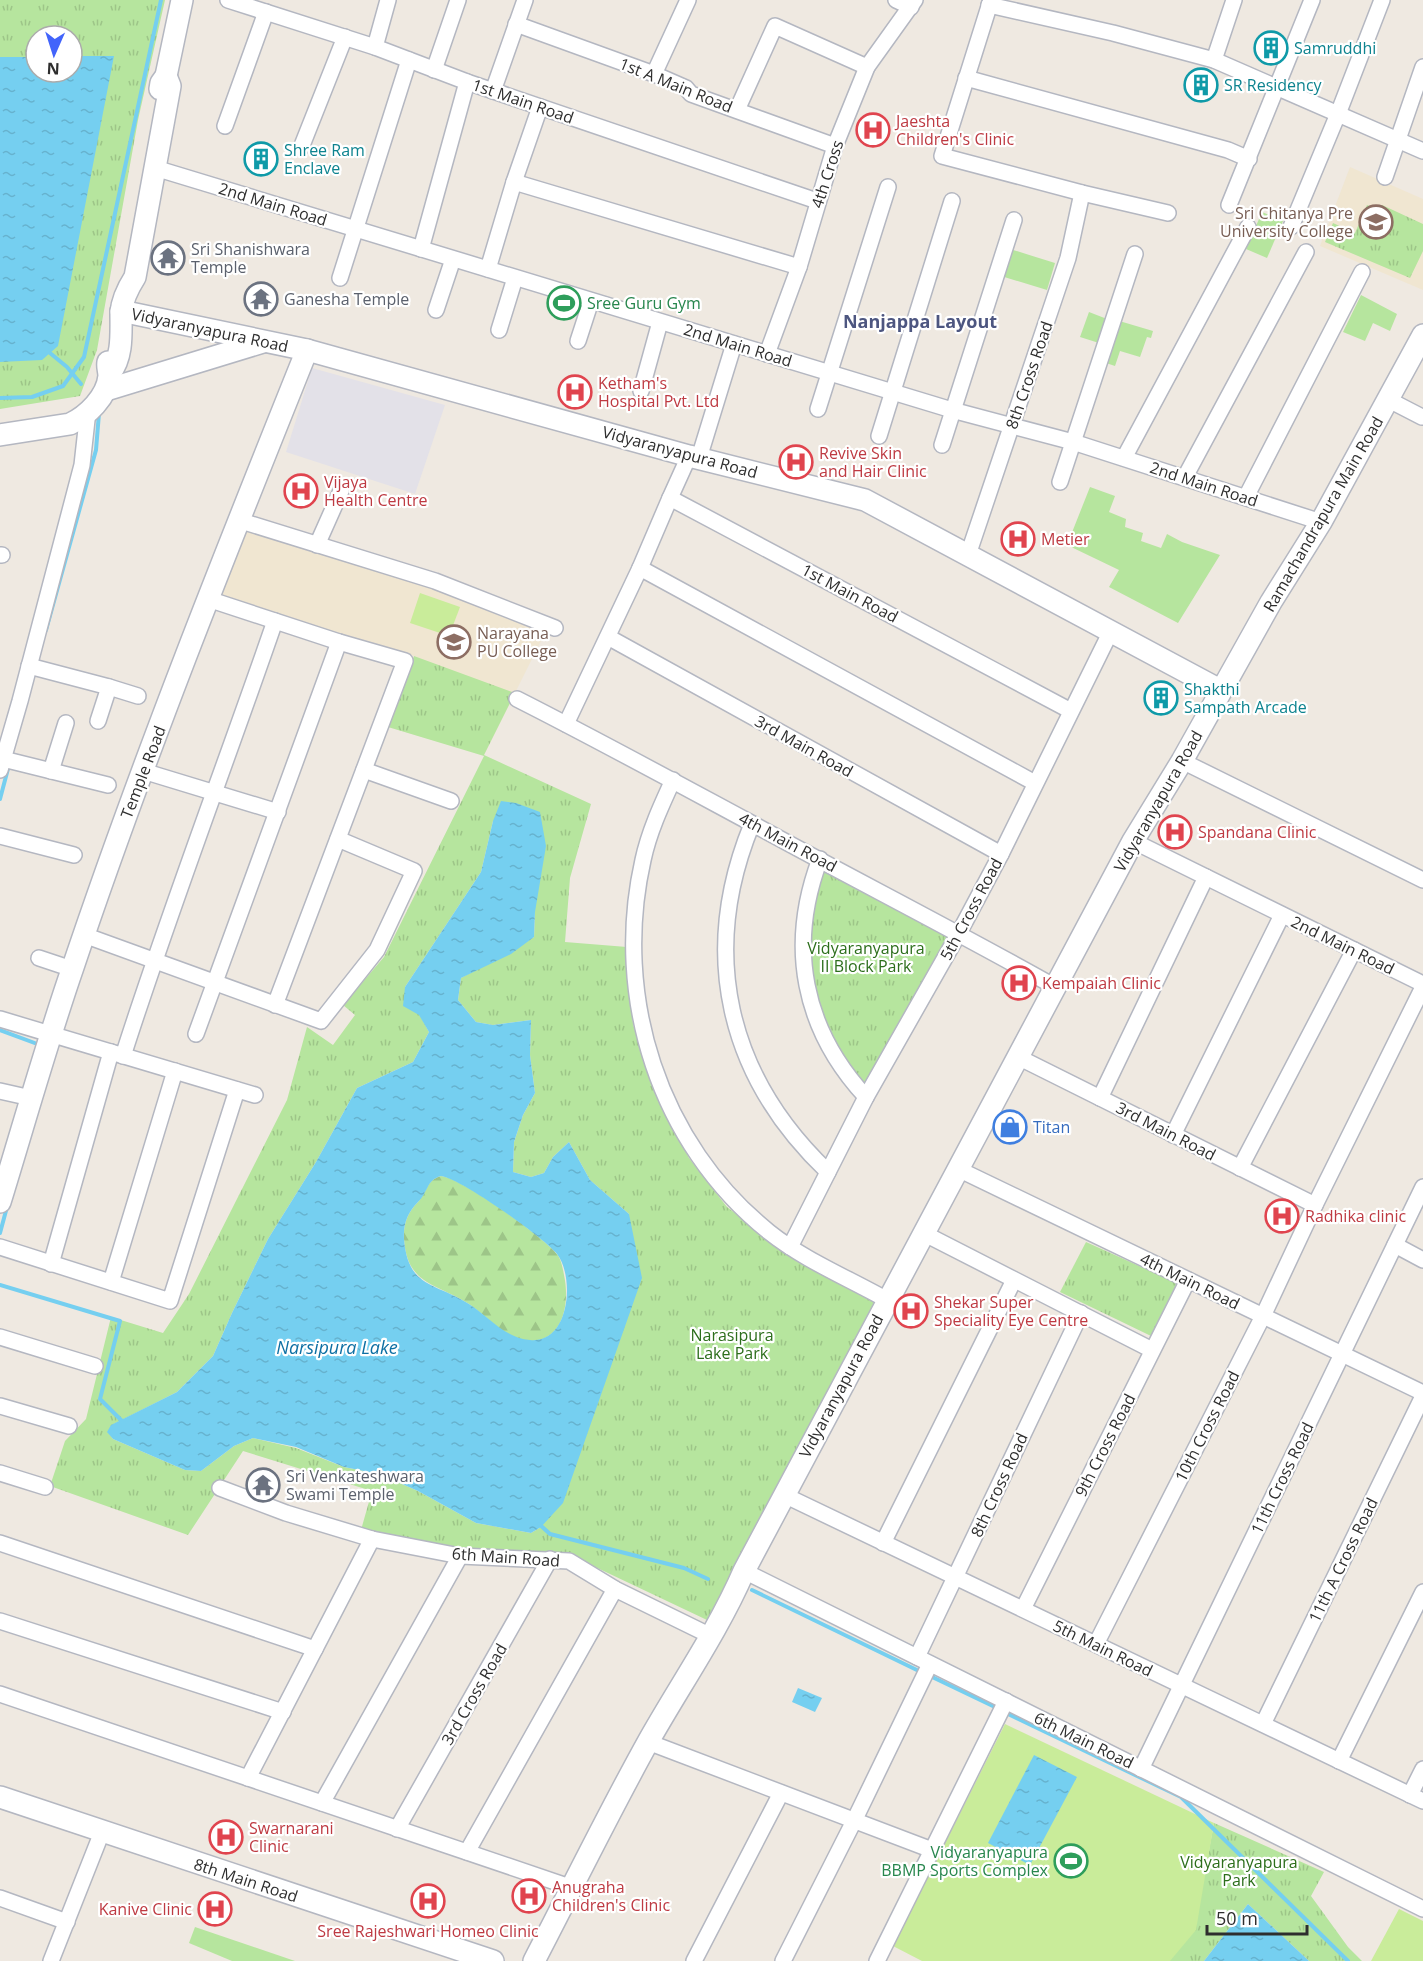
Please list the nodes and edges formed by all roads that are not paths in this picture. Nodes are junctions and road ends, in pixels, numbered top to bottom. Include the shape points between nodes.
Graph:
1 (182, 0) edge
2 (388, 0) edge
3 (458, 0) edge
4 (525, 0) edge
5 (688, 0) edge
6 (896, 0) edge
7 (1234, 0) edge
8 (1312, 0) edge
9 (1382, 0) edge
10 (234, 1) edge
11 (913, 3) edge
12 (990, 3) edge
13 (266, 12) junction
14 (516, 24) junction
15 (345, 37) junction
16 (375, 47) junction
17 (409, 60) junction
18 (1214, 60) junction
19 (867, 67) junction
20 (1423, 67) edge
21 (434, 70) junction
22 (654, 74) junction
23 (166, 76) junction
24 (966, 78) junction
25 (467, 82) junction
26 (1278, 87) junction
27 (493, 91) junction
28 (540, 107) junction
29 (737, 110) junction
30 (1338, 114) junction
31 (225, 126) dead end
32 (1397, 140) junction
33 (835, 146) junction
34 (302, 148) dead end
35 (1423, 151) edge
36 (1249, 159) junction
37 (155, 168) junction
38 (1385, 177) dead end
39 (514, 182) junction
40 (888, 187) dead end
41 (1082, 193) junction
42 (818, 201) junction
43 (952, 201) dead end
44 (1229, 205) dead end
45 (1168, 213) dead end
46 (1014, 220) dead end
47 (1248, 227) dead end
48 (1291, 227) dead end
49 (356, 229) junction
50 (421, 249) junction
51 (1306, 252) dead end
52 (1135, 254) dead end
53 (453, 259) junction
54 (799, 267) junction
55 (488, 269) junction
56 (1362, 272) dead end
57 (340, 278) dead end
58 (516, 278) junction
59 (591, 300) junction
60 (123, 310) junction
61 (436, 310) dead end
62 (660, 322) junction
63 (499, 330) dead end
64 (1423, 335) edge
65 (266, 340) junction
66 (578, 341) dead end
67 (734, 344) junction
68 (307, 350) junction
69 (767, 354) junction
70 (829, 373) junction
71 (108, 382) junction
72 (641, 391) dead end
73 (893, 392) junction
74 (1389, 400) junction
75 (818, 409) dead end
76 (952, 410) junction
77 (88, 411) junction
78 (1422, 417) edge
79 (0, 423) edge
80 (1012, 425) junction
81 (0, 435) edge
82 (879, 436) dead end
83 (1073, 442) junction
84 (942, 445) dead end
85 (694, 457) junction
86 (1124, 458) junction
87 (1185, 477) junction
88 (1060, 483) dead end
89 (341, 491) dead end
90 (1246, 497) junction
91 (670, 498) junction
92 (238, 520) junction
93 (1321, 522) junction
94 (317, 545) junction
95 (968, 555) junction
96 (640, 568) junction
97 (208, 599) junction
98 (275, 621) junction
99 (555, 628) dead end
100 (1111, 632) junction
101 (608, 637) junction
102 (339, 642) junction
103 (34, 667) junction
104 (109, 687) junction
105 (1220, 690) junction
106 (138, 696) dead end
107 (517, 699) dead end
108 (1071, 711) junction
109 (98, 720) dead end
110 (66, 723) dead end
111 (566, 724) junction
112 (1182, 761) junction
113 (6, 762) edge
114 (51, 771) junction
115 (143, 771) junction
116 (364, 771) junction
117 (673, 780) junction
118 (1035, 783) junction
119 (108, 785) dead end
120 (215, 793) junction
121 (451, 801) dead end
122 (278, 812) junction
123 (752, 824) junction
124 (0, 836) edge
125 (338, 839) junction
126 (1133, 841) junction
127 (1001, 854) junction
128 (74, 855) dead end
129 (820, 859) junction
130 (1206, 877) junction
131 (1423, 880) edge
132 (1282, 915) junction
133 (959, 933) junction
134 (84, 935) junction
135 (1354, 950) junction
136 (39, 958) dead end
137 (154, 961) junction
138 (72, 969) junction
139 (216, 983) junction
140 (1423, 986) edge
141 (1057, 988) junction
142 (274, 1005) junction
143 (0, 1019) edge
144 (196, 1034) dead end
145 (48, 1043) junction
146 (117, 1054) junction
147 (1018, 1057) junction
148 (175, 1071) junction
149 (237, 1090) junction
150 (0, 1091) edge
151 (255, 1095) dead end
152 (866, 1097) junction
153 (31, 1098) junction
154 (1100, 1098) junction
155 (1173, 1135) junction
156 (1240, 1168) junction
157 (958, 1169) junction
158 (828, 1172) junction
159 (4, 1175) edge
160 (1423, 1187) edge
161 (0, 1202) edge
162 (1315, 1205) junction
163 (925, 1234) junction
164 (1395, 1245) junction
165 (790, 1247) junction
166 (1, 1248) edge
167 (1423, 1260) edge
168 (51, 1264) junction
169 (1014, 1280) junction
170 (1188, 1280) junction
171 (111, 1282) junction
172 (887, 1300) junction
173 (1080, 1313) junction
174 (1263, 1316) junction
175 (0, 1337) edge
176 (1152, 1350) junction
177 (1342, 1354) junction
178 (95, 1366) dead end
179 (1423, 1395) edge
180 (0, 1406) edge
181 (69, 1426) dead end
182 (0, 1473) edge
183 (45, 1487) dead end
184 (220, 1488) dead end
185 (784, 1495) junction
186 (372, 1539) junction
187 (0, 1543) edge
188 (884, 1543) junction
189 (460, 1556) junction
190 (550, 1559) junction
191 (744, 1571) junction
192 (956, 1577) junction
193 (615, 1589) junction
194 (1423, 1592) edge
195 (1023, 1609) junction
196 (0, 1621) edge
197 (711, 1636) junction
198 (1096, 1644) junction
199 (315, 1649) junction
200 (922, 1670) junction
201 (1182, 1685) junction
202 (0, 1694) edge
203 (283, 1712) junction
204 (1000, 1712) junction
205 (1263, 1724) junction
206 (648, 1742) junction
207 (1339, 1761) junction
208 (1141, 1769) junction
209 (1423, 1769) edge
210 (248, 1778) junction
211 (781, 1793) junction
212 (0, 1797) edge
213 (1417, 1798) edge
214 (322, 1803) junction
215 (854, 1821) junction
216 (397, 1829) junction
217 (102, 1832) junction
218 (932, 1850) junction
219 (467, 1852) junction
220 (570, 1887) junction
221 (0, 1898) edge
222 (1423, 1909) edge
223 (67, 1922) junction
224 (51, 1961) edge
225 (492, 1961) edge
226 (534, 1961) edge
227 (694, 1961) edge
228 (783, 1961) edge
229 (877, 1961) edge

1 - 23 main road, Vidyaranyapura Road
2 - 16 street
3 - 21 street
4 - 14 street
5 - 22 street
6 - 11 street
7 - 18 street
8 - 26 street
9 - 30 street
10 - 13 street, 1st Main Road
11 - 19 street, 4th Cross
12 - 18 street
12 - 24 street
13 - 15 street, 1st Main Road
13 - 31 street
14 - 22 street, 1st A Main Road
14 - 27 street
15 - 16 street, 1st Main Road
15 - 34 street
16 - 17 street, 1st Main Road
17 - 21 street, 1st Main Road
17 - 49 street
18 - 26 street
19 - 29 street via 776,26
19 - 33 street, 4th Cross
20 - 32 street
21 - 25 street, 1st Main Road
22 - 29 street, 1st A Main Road via 691,94
23 - 37 main road, Vidyaranyapura Road via 170,86
23 - 60 main road, Vidyaranyapura Road via 161,83 125,275
24 - 36 street
24 - 41 street via 942,156
25 - 27 street, 1st Main Road
25 - 50 street
26 - 30 street
26 - 36 street
27 - 28 street, 1st Main Road
28 - 39 street
28 - 42 street, 1st Main Road
29 - 33 street, 1st A Main Road
30 - 32 street
30 - 48 street
32 - 35 street
32 - 38 street
33 - 42 street, 4th Cross
36 - 44 street
37 - 49 street, 2nd Main Road
37 - 60 main road, Vidyaranyapura Road via 135,277
39 - 54 street
39 - 55 street
40 - 70 street
41 - 45 street
41 - 80 street, 8th Cross Road via 1068,258
42 - 54 street, 4th Cross
43 - 73 street
46 - 76 street
47 - 86 street
49 - 50 street, 2nd Main Road
49 - 57 street
50 - 53 street, 2nd Main Road
51 - 87 street
52 - 83 street
53 - 55 street, 2nd Main Road
53 - 61 street
54 - 69 street, 4th Cross
55 - 58 street, 2nd Main Road
56 - 90 street
58 - 59 street, 2nd Main Road
58 - 63 street
59 - 62 street, 2nd Main Road
59 - 66 street
60 - 65 main road, Vidyaranyapura Road
60 - 71 main road via 107,366
62 - 67 street, 2nd Main Road
62 - 72 street
64 - 74 main road, Ramachandrapura Main Road
65 - 68 main road, Vidyaranyapura Road
65 - 71 main road
67 - 69 street, 2nd Main Road
67 - 85 street
68 - 85 main road, Vidyaranyapura Road
68 - 92 main road, Temple Road
69 - 70 street, 2nd Main Road
70 - 73 street, 2nd Main Road
70 - 75 street
71 - 77 main road
73 - 76 street, 2nd Main Road
73 - 82 street
74 - 78 street
74 - 93 main road, Ramachandrapura Main Road
76 - 80 street, 2nd Main Road
76 - 84 street
77 - 79 main road
77 - 81 main road via 70,424
77 - 103 street via 82,465
80 - 83 street, 2nd Main Road
80 - 95 street, 8th Cross Road
83 - 86 street, 2nd Main Road
83 - 88 street
85 - 91 street
85 - 95 main road, Vidyaranyapura Road via 865,500
86 - 87 street, 2nd Main Road
87 - 90 street, 2nd Main Road
89 - 94 street
90 - 93 street, 2nd Main Road
91 - 96 street
91 - 108 street, 1st Main Road
92 - 94 street
92 - 97 main road, Temple Road
93 - 105 main road, Ramachandrapura Main Road
94 - 99 street via 435,581
95 - 100 main road, Vidyaranyapura Road
96 - 101 street
96 - 118 street
97 - 98 street
97 - 115 main road, Temple Road
98 - 102 street
98 - 120 street
100 - 105 main road, Vidyaranyapura Road
100 - 108 street, 5th Cross Road
101 - 111 street
101 - 127 street, 3rd Main Road
102 - 116 street via 405,662
102 - 122 street
103 - 104 street
103 - 113 street
104 - 106 street
104 - 109 street
105 - 112 main road, Vidyaranyapura Road
107 - 111 street, 4th Main Road
108 - 118 street, 5th Cross Road
110 - 114 street
111 - 117 street, 4th Main Road
112 - 126 main road, Vidyaranyapura Road
112 - 131 street
113 - 114 street
114 - 119 street
115 - 120 street
115 - 134 main road, Temple Road
116 - 121 street
116 - 125 street
117 - 123 street, 4th Main Road
117 - 165 street via 651,831 638,886 633,951 641,1025 657,1078 695,1151 735,1200
118 - 127 street, 5th Cross Road
120 - 122 street
120 - 137 street
122 - 139 street
123 - 129 street, 4th Main Road
123 - 158 street via 736,868 727,915 726,962 732,1009 745,1055 766,1098 794,1137
124 - 128 street
125 - 142 street
125 - 142 street via 414,871 377,950 321,1021
126 - 130 street, 2nd Main Road
126 - 141 main road, Vidyaranyapura Road
127 - 133 street, 5th Cross Road
129 - 133 street, 4th Main Road
129 - 152 street via 804,918 805,979 826,1043
130 - 132 street, 2nd Main Road
130 - 154 street
132 - 135 street, 2nd Main Road
132 - 155 street
133 - 141 street, 4th Main Road
133 - 152 street, 5th Cross Road
134 - 137 street
134 - 138 main road, Temple Road
135 - 140 street, 2nd Main Road
135 - 156 street
136 - 138 street
137 - 139 street
137 - 146 street
138 - 145 main road, Temple Road
139 - 142 street
139 - 144 street
140 - 162 street, 10th Cross Road
141 - 147 main road, Vidyaranyapura Road
143 - 145 street
145 - 146 street
145 - 153 main road, Temple Road
146 - 148 street
146 - 168 street
147 - 154 street, 3rd Main Road
147 - 157 main road, Vidyaranyapura Road
148 - 149 street
148 - 171 street
149 - 151 street
149 - 171 street via 170,1301
150 - 153 street
152 - 158 street, 5th Cross Road
153 - 159 main road, Temple Road
154 - 155 street, 3rd Main Road
155 - 156 street, 3rd Main Road
156 - 162 street, 3rd Main Road
157 - 163 main road, Vidyaranyapura Road
157 - 170 street, 4th Main Road
158 - 165 street, 5th Cross Road
159 - 161 main road, Temple Road
160 - 164 street, 11th Cross Road
162 - 174 street, 10th Cross Road
163 - 169 street
163 - 172 main road, Vidyaranyapura Road
164 - 167 street
164 - 177 street, 11th Cross Road
165 - 172 street
166 - 168 street
168 - 171 street
169 - 173 street
169 - 188 street
170 - 174 street, 4th Main Road
170 - 176 street, 9th Cross Road
172 - 185 main road, Vidyaranyapura Road
173 - 176 street
173 - 192 street, 8th Cross Road
174 - 177 street, 4th Main Road
174 - 198 street, 10th Cross Road
175 - 178 street
176 - 195 street, 9th Cross Road
177 - 179 street, 4th Main Road
177 - 201 street, 11th Cross Road
179 - 205 street, 11th A Cross Road
180 - 181 street
182 - 183 street
184 - 186 street, 6th Main Road
185 - 188 street, 5th Main Road
185 - 191 main road, Vidyaranyapura Road
186 - 189 street, 6th Main Road
186 - 199 street
187 - 199 street
188 - 192 street, 5th Main Road
189 - 190 street, 6th Main Road
189 - 214 street
190 - 193 street, 6th Main Road via 569,1561
190 - 216 street, 3rd Cross Road
191 - 197 main road, Vidyaranyapura Road
191 - 200 street, 6th Main Road
192 - 195 street, 5th Main Road
192 - 200 street, 8th Cross Road
193 - 197 street, 6th Main Road
193 - 219 street
194 - 207 street
195 - 198 street, 5th Main Road
196 - 203 street
197 - 206 main road, Vidyaranyapura Road
198 - 201 street, 5th Main Road
199 - 203 street
200 - 204 street, 6th Main Road
200 - 215 street, 8th Cross Road
201 - 205 street, 5th Main Road
201 - 208 street, 11th Cross Road
202 - 210 street
203 - 210 street
204 - 208 street, 6th Main Road
204 - 218 street
205 - 207 street, 5th Main Road
206 - 211 street
206 - 220 main road, Vidyaranyapura Road
207 - 213 street, 5th Main Road
208 - 222 street, 6th Main Road
209 - 213 street
210 - 214 street
211 - 215 street
211 - 227 street
212 - 217 main road, 8th Main Road
214 - 216 street
215 - 218 street
215 - 228 street, 8th Cross Road
216 - 219 street
217 - 223 street
217 - 225 main road, 8th Main Road
218 - 229 street
219 - 220 street
220 - 226 main road, Vidyaranyapura Road
221 - 223 street
223 - 224 street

• _TO DO_
The number of lines above where the word "Temple" occurs, and only that number, is the answer.

• _SOLVED PROBLEM_
9